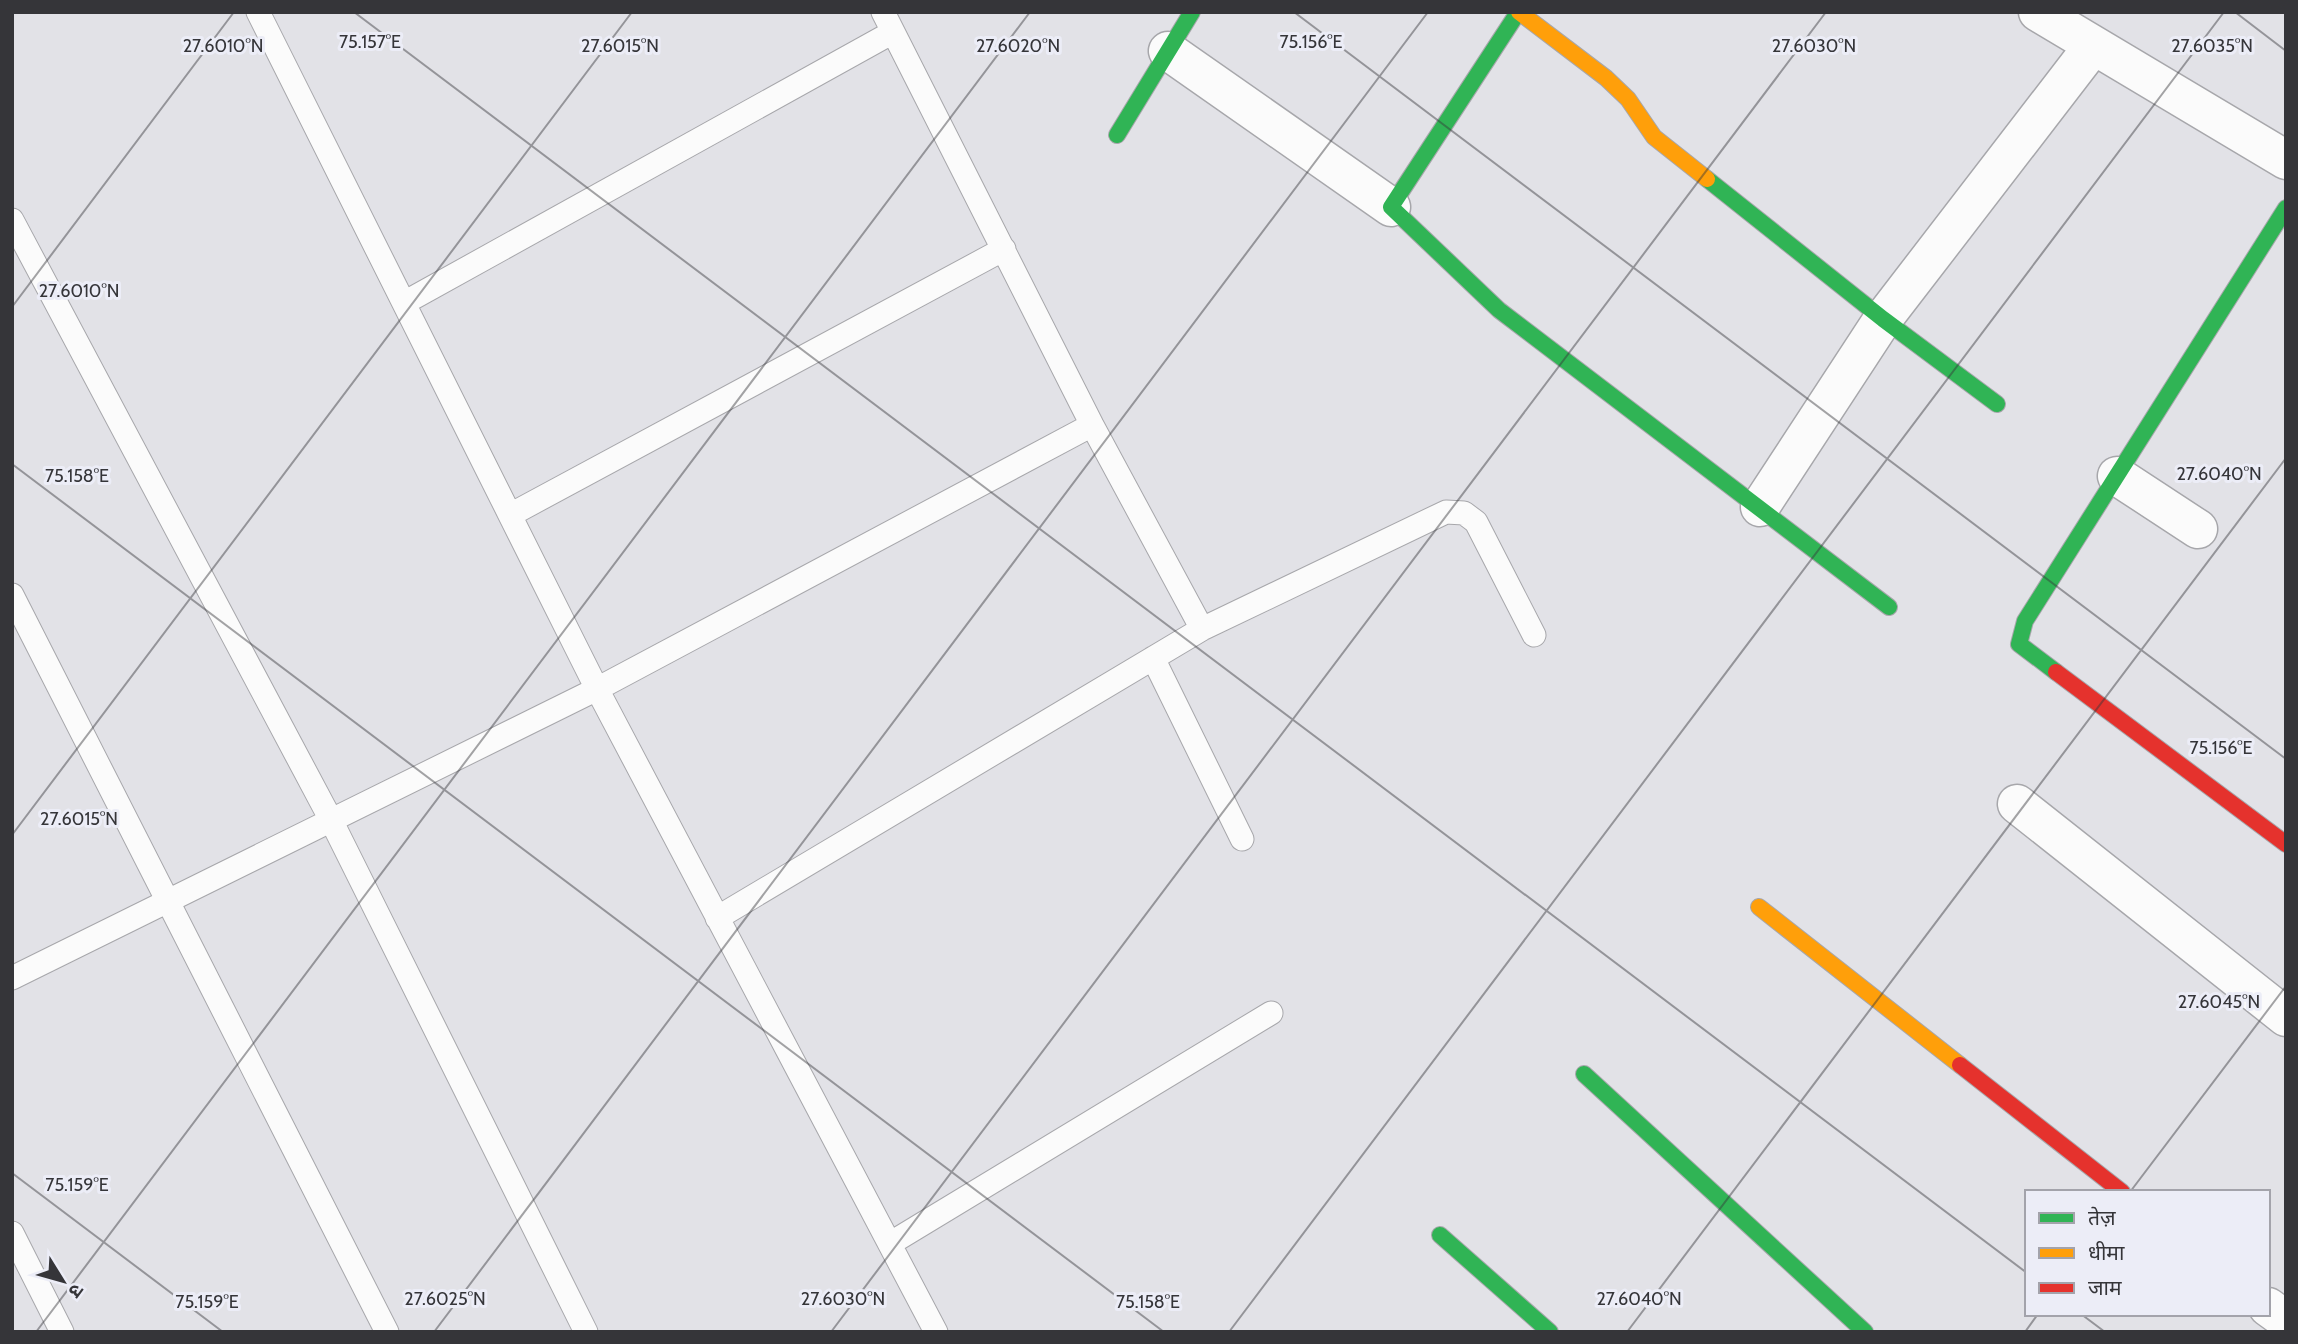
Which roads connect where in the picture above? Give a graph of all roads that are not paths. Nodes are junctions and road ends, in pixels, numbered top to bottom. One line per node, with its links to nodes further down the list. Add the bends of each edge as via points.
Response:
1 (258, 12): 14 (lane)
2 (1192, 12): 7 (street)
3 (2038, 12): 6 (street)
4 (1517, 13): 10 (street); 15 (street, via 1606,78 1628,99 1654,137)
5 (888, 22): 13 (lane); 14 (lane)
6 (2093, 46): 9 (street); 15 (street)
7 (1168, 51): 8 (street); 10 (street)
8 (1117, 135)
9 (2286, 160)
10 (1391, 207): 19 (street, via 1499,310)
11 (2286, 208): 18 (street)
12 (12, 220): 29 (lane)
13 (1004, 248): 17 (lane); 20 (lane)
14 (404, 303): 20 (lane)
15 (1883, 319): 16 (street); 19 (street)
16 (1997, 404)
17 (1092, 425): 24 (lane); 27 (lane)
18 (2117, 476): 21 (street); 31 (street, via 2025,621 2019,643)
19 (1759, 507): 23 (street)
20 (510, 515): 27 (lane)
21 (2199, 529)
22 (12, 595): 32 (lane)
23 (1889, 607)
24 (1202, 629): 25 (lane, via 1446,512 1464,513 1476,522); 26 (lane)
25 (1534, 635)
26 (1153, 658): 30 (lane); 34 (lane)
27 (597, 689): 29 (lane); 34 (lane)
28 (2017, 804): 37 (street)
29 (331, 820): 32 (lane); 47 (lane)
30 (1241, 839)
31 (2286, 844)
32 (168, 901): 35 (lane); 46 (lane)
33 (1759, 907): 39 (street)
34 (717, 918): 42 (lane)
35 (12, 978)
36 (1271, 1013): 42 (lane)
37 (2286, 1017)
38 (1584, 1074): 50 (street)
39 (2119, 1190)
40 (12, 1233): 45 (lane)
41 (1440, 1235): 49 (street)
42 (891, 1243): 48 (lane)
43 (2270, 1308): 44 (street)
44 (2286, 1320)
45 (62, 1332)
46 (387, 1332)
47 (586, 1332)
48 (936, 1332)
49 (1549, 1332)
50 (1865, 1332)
============
- **Assignment**
Only the text of the listing above is wanted, transcribed exactly, without its images.

- **Finished exercise**
Which roads connect where in the picture above? Give a graph of all roads that are not paths. Nodes are junctions and road ends, in pixels, numbered top to bottom. One line per node, with its links to nodes further down the list. Add the bends of each edge as via points.
Response:
1 (258, 12): 14 (lane)
2 (1192, 12): 7 (street)
3 (2038, 12): 6 (street)
4 (1517, 13): 10 (street); 15 (street, via 1606,78 1628,99 1654,137)
5 (888, 22): 13 (lane); 14 (lane)
6 (2093, 46): 9 (street); 15 (street)
7 (1168, 51): 8 (street); 10 (street)
8 (1117, 135)
9 (2286, 160)
10 (1391, 207): 19 (street, via 1499,310)
11 (2286, 208): 18 (street)
12 (12, 220): 29 (lane)
13 (1004, 248): 17 (lane); 20 (lane)
14 (404, 303): 20 (lane)
15 (1883, 319): 16 (street); 19 (street)
16 (1997, 404)
17 (1092, 425): 24 (lane); 27 (lane)
18 (2117, 476): 21 (street); 31 (street, via 2025,621 2019,643)
19 (1759, 507): 23 (street)
20 (510, 515): 27 (lane)
21 (2199, 529)
22 (12, 595): 32 (lane)
23 (1889, 607)
24 (1202, 629): 25 (lane, via 1446,512 1464,513 1476,522); 26 (lane)
25 (1534, 635)
26 (1153, 658): 30 (lane); 34 (lane)
27 (597, 689): 29 (lane); 34 (lane)
28 (2017, 804): 37 (street)
29 (331, 820): 32 (lane); 47 (lane)
30 (1241, 839)
31 (2286, 844)
32 (168, 901): 35 (lane); 46 (lane)
33 (1759, 907): 39 (street)
34 (717, 918): 42 (lane)
35 (12, 978)
36 (1271, 1013): 42 (lane)
37 (2286, 1017)
38 (1584, 1074): 50 (street)
39 (2119, 1190)
40 (12, 1233): 45 (lane)
41 (1440, 1235): 49 (street)
42 (891, 1243): 48 (lane)
43 (2270, 1308): 44 (street)
44 (2286, 1320)
45 (62, 1332)
46 (387, 1332)
47 (586, 1332)
48 (936, 1332)
49 (1549, 1332)
50 (1865, 1332)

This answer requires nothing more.